• ABOUT THIS TASK: The answer must be the number of lines in the listing below that contain "image", and nothing else.

• EXTRACTED ENTRIES:
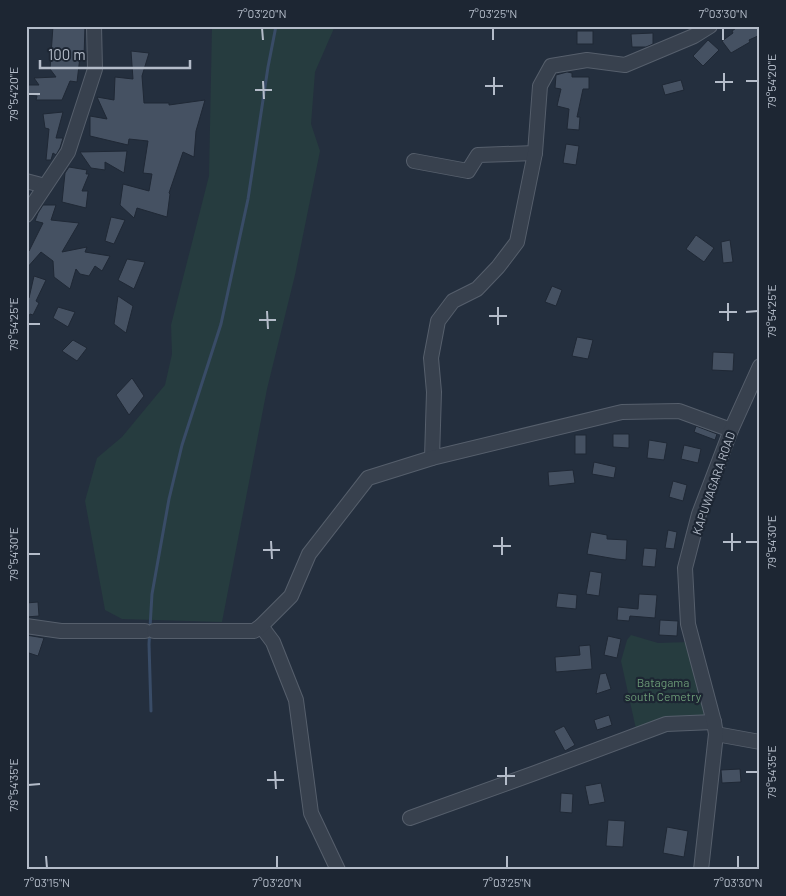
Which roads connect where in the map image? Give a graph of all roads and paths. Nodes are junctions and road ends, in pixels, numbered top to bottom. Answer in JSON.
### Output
{"nodes":[{"id":1,"x":94,"y":26,"type":"edge"},
{"id":2,"x":710,"y":26,"type":"edge"},
{"id":3,"x":535,"y":153,"type":"junction"},
{"id":4,"x":414,"y":161,"type":"dead end"},
{"id":5,"x":26,"y":181,"type":"edge"},
{"id":6,"x":45,"y":186,"type":"junction"},
{"id":7,"x":26,"y":215,"type":"edge"},
{"id":8,"x":760,"y":366,"type":"edge"},
{"id":9,"x":731,"y":430,"type":"junction"},
{"id":10,"x":432,"y":458,"type":"junction"},
{"id":11,"x":26,"y":626,"type":"edge"},
{"id":12,"x":262,"y":626,"type":"junction"},
{"id":13,"x":715,"y":728,"type":"junction"},
{"id":14,"x":760,"y":742,"type":"edge"},
{"id":15,"x":410,"y":818,"type":"dead end"},
{"id":16,"x":338,"y":870,"type":"edge"},
{"id":17,"x":701,"y":870,"type":"edge"}],
"edges":[{"from":1,"to":6,"type":"street"},
{"from":2,"to":3,"type":"street"},
{"from":3,"to":4,"type":"street"},
{"from":3,"to":10,"type":"street"},
{"from":5,"to":6,"type":"street"},
{"from":6,"to":7,"type":"street"},
{"from":8,"to":9,"type":"street","name":"KAPUWAGARA ROAD"},
{"from":9,"to":10,"type":"street"},
{"from":9,"to":13,"type":"street","name":"KAPUWAGARA ROAD"},
{"from":10,"to":12,"type":"street"},
{"from":11,"to":12,"type":"street"},
{"from":12,"to":16,"type":"street"},
{"from":13,"to":14,"type":"street"},
{"from":13,"to":15,"type":"street"},
{"from":13,"to":17,"type":"street","name":"KAPUWAGARA ROAD"}]}
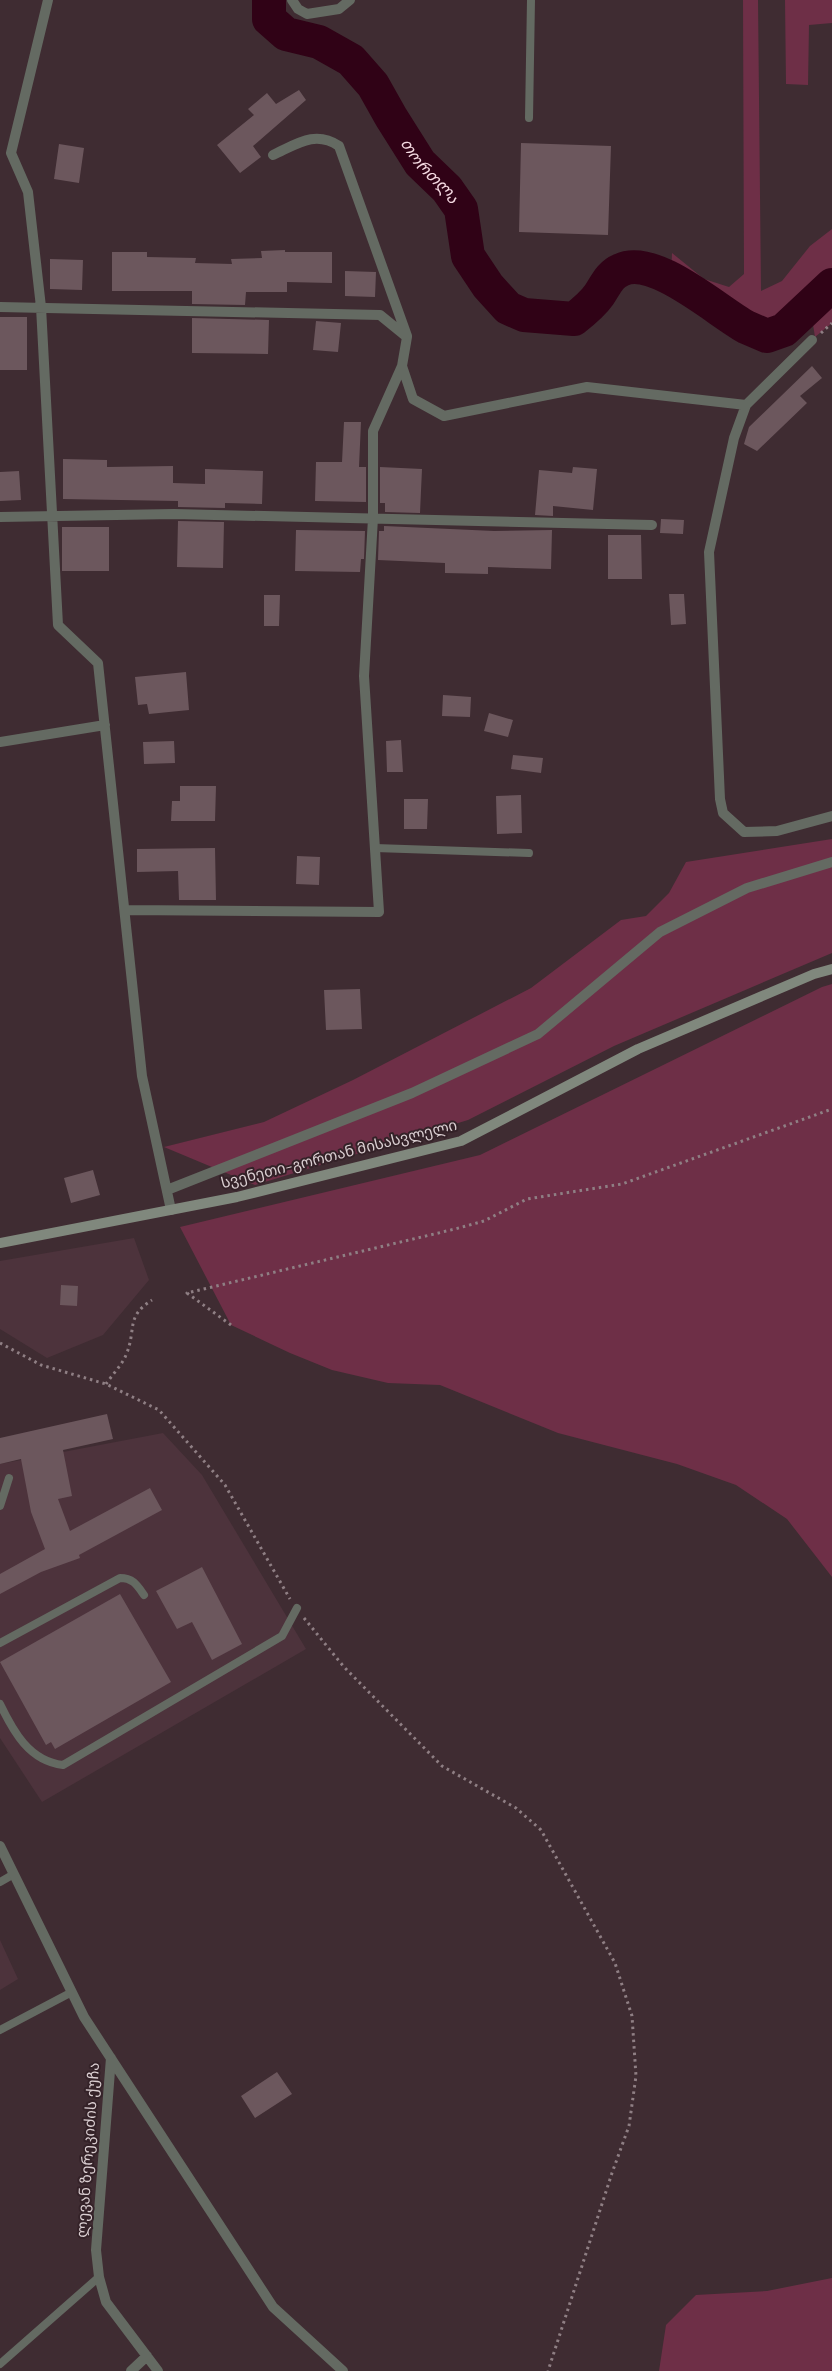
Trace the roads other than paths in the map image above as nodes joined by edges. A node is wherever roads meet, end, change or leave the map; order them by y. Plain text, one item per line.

• YOUR SOLUTION: 2